The Court concludes that Thornton's claim does not raise a substantial question as to whether he is disabled under Listing 12.02. As with Listing 12.04, Thornton must establish that he meets either “paragraph B” or “paragraph C” to be deemed disabled under Listing 12.02. 20 CFR Part 404, Subpart P, Appendix 1, Listing 12.02. Listings 12.04 and 12.02 contain identical “paragraph B” and “paragraph C.” Compare 20 CFR Part 404, Subpart P, Appendix 1, Listing 12.02(B) and 20 CFR Part 404, Subpart P, Appendix 1, Listing 12.04(B).
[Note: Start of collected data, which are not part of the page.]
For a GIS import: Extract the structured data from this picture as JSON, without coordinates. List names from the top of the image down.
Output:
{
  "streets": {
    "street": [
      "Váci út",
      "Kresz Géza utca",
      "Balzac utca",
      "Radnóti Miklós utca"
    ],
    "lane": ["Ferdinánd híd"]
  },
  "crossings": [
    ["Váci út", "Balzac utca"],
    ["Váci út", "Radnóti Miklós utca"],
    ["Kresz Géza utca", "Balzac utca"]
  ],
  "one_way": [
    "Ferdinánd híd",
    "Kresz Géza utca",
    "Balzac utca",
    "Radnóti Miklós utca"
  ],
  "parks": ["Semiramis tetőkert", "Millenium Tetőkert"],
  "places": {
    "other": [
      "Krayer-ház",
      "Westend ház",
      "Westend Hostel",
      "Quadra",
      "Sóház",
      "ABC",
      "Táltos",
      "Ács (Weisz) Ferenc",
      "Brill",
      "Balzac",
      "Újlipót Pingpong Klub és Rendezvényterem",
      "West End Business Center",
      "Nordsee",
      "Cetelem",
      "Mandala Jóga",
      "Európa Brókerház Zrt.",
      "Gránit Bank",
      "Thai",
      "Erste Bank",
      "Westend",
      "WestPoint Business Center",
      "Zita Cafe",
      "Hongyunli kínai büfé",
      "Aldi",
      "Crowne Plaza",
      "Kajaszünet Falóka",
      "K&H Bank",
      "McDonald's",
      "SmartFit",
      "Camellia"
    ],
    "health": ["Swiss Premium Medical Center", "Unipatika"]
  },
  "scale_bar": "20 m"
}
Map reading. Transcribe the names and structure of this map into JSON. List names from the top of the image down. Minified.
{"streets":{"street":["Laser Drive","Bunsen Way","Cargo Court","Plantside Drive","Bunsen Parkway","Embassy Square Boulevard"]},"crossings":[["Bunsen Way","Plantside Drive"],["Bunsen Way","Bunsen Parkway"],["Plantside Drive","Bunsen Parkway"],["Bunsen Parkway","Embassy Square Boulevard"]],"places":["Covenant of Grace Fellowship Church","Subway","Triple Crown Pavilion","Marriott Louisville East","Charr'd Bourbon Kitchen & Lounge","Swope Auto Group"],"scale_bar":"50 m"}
Because the ALJ found that Thornton does not satisfy either the “paragraph B” or “paragraph C” criteria, and because those findings are supported by substantial evidence, Thornton's claim does not raise a substantial question as to whether he is disabled under Listing 12.02. Sheeks, 544 Fed.Appx. at 641. Accordingly, the Court need not review whether Thornton could satisfy Listing 12.02's “paragraph A” criteria. See Zebley, 493 U.S. at 530 (1990) (“An impairment that manifests only some of those criteria, no matter how severely, does not qualify.”).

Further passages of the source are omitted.